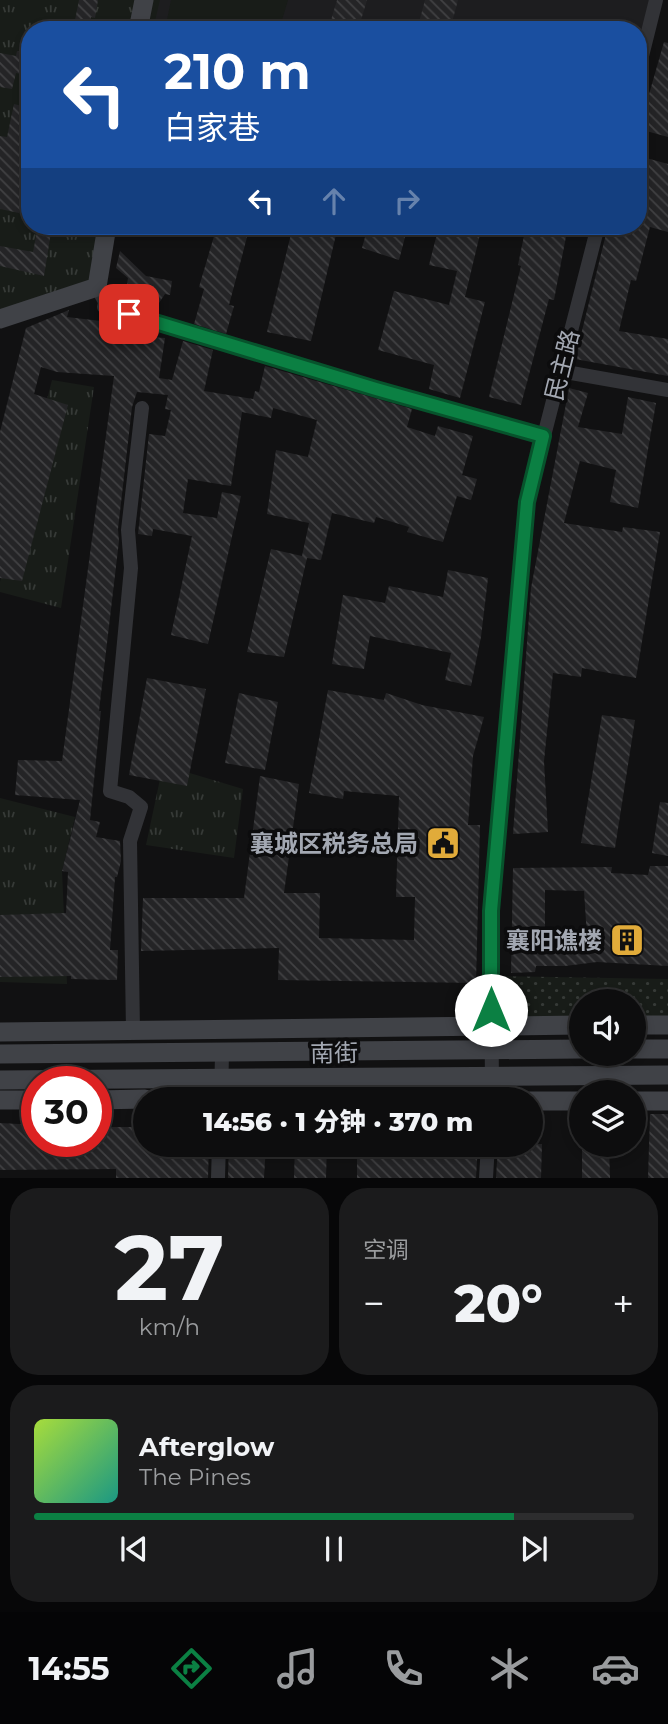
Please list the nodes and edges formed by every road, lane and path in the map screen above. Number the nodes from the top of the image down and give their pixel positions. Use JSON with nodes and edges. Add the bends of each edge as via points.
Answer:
{"nodes":[{"id":1,"x":144,"y":0,"type":"edge"},
{"id":2,"x":656,"y":0,"type":"edge"},
{"id":3,"x":140,"y":21,"type":"edge"},
{"id":4,"x":647,"y":36,"type":"edge"},
{"id":5,"x":106,"y":235,"type":"edge"},
{"id":6,"x":596,"y":235,"type":"edge"},
{"id":7,"x":97,"y":287,"type":"junction"},
{"id":8,"x":0,"y":320,"type":"edge"},
{"id":9,"x":560,"y":371,"type":"junction"},
{"id":10,"x":668,"y":390,"type":"edge"},
{"id":11,"x":142,"y":408,"type":"dead end"},
{"id":12,"x":543,"y":436,"type":"junction"},
{"id":13,"x":569,"y":1025,"type":"edge"},
{"id":14,"x":646,"y":1025,"type":"edge"},
{"id":15,"x":668,"y":1025,"type":"edge"},
{"id":16,"x":490,"y":1026,"type":"junction"},
{"id":17,"x":133,"y":1031,"type":"junction"},
{"id":18,"x":0,"y":1032,"type":"edge"},
{"id":19,"x":569,"y":1049,"type":"edge"},
{"id":20,"x":646,"y":1049,"type":"edge"},
{"id":21,"x":668,"y":1049,"type":"edge"},
{"id":22,"x":491,"y":1050,"type":"junction"},
{"id":23,"x":0,"y":1054,"type":"edge"},
{"id":24,"x":222,"y":1054,"type":"junction"},
{"id":25,"x":490,"y":1075,"type":"junction"},
{"id":26,"x":668,"y":1075,"type":"edge"},
{"id":27,"x":0,"y":1080,"type":"edge"},
{"id":28,"x":133,"y":1087,"type":"edge"},
{"id":29,"x":221,"y":1087,"type":"edge"},
{"id":30,"x":300,"y":1087,"type":"edge"},
{"id":31,"x":491,"y":1087,"type":"edge"},
{"id":32,"x":133,"y":1099,"type":"edge"},
{"id":33,"x":0,"y":1100,"type":"edge"},
{"id":34,"x":21,"y":1100,"type":"edge"},
{"id":35,"x":112,"y":1100,"type":"edge"},
{"id":36,"x":543,"y":1101,"type":"edge"},
{"id":37,"x":569,"y":1101,"type":"edge"},
{"id":38,"x":646,"y":1101,"type":"edge"},
{"id":39,"x":668,"y":1101,"type":"edge"},
{"id":40,"x":219,"y":1157,"type":"edge"},
{"id":41,"x":487,"y":1157,"type":"edge"},
{"id":42,"x":218,"y":1178,"type":"edge"},
{"id":43,"x":486,"y":1178,"type":"edge"}],
"edges":[{"from":1,"to":3,"type":"main road"},
{"from":2,"to":4,"type":"street"},
{"from":5,"to":7,"type":"main road"},
{"from":6,"to":9,"type":"street","name":"民主路"},
{"from":7,"to":8,"type":"main road"},
{"from":7,"to":12,"type":"street","via":[[104,307]]},
{"from":9,"to":10,"type":"street"},
{"from":9,"to":12,"type":"street","name":"民主路"},
{"from":11,"to":17,"type":"street","via":[[128,530],[131,568],[110,791],[141,807],[130,841]]},
{"from":12,"to":16,"type":"street","name":"民主路","via":[[525,515],[491,911]]},
{"from":13,"to":16,"type":"main road"},
{"from":14,"to":15,"type":"main road"},
{"from":16,"to":17,"type":"main road"},
{"from":16,"to":22,"type":"street","name":"民主路"},
{"from":17,"to":18,"type":"main road"},
{"from":19,"to":22,"type":"main road","name":"南街"},
{"from":20,"to":21,"type":"main road"},
{"from":22,"to":24,"type":"main road","name":"南街"},
{"from":22,"to":25,"type":"street","name":"民主路"},
{"from":23,"to":24,"type":"main road","name":"南街"},
{"from":24,"to":29,"type":"street"},
{"from":25,"to":26,"type":"main road","name":"南街"},
{"from":25,"to":30,"type":"main road","name":"南街"},
{"from":25,"to":31,"type":"street","name":"民主路"},
{"from":27,"to":28,"type":"main road","name":"南街"},
{"from":32,"to":35,"type":"main road"},
{"from":33,"to":34,"type":"main road"},
{"from":36,"to":37,"type":"main road"},
{"from":38,"to":39,"type":"main road"},
{"from":40,"to":42,"type":"street"},
{"from":41,"to":43,"type":"street"}]}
********************
[Instructions to follow]: If a line above holds the string "nodes", return it as it stands.

[Expected answer]:
Please list the nodes and edges formed by every road, lane and path in the map screen above. Number the nodes from the top of the image down and give their pixel positions. Use JSON with nodes and edges. Add the bends of each edge as via points.
{"nodes":[{"id":1,"x":144,"y":0,"type":"edge"},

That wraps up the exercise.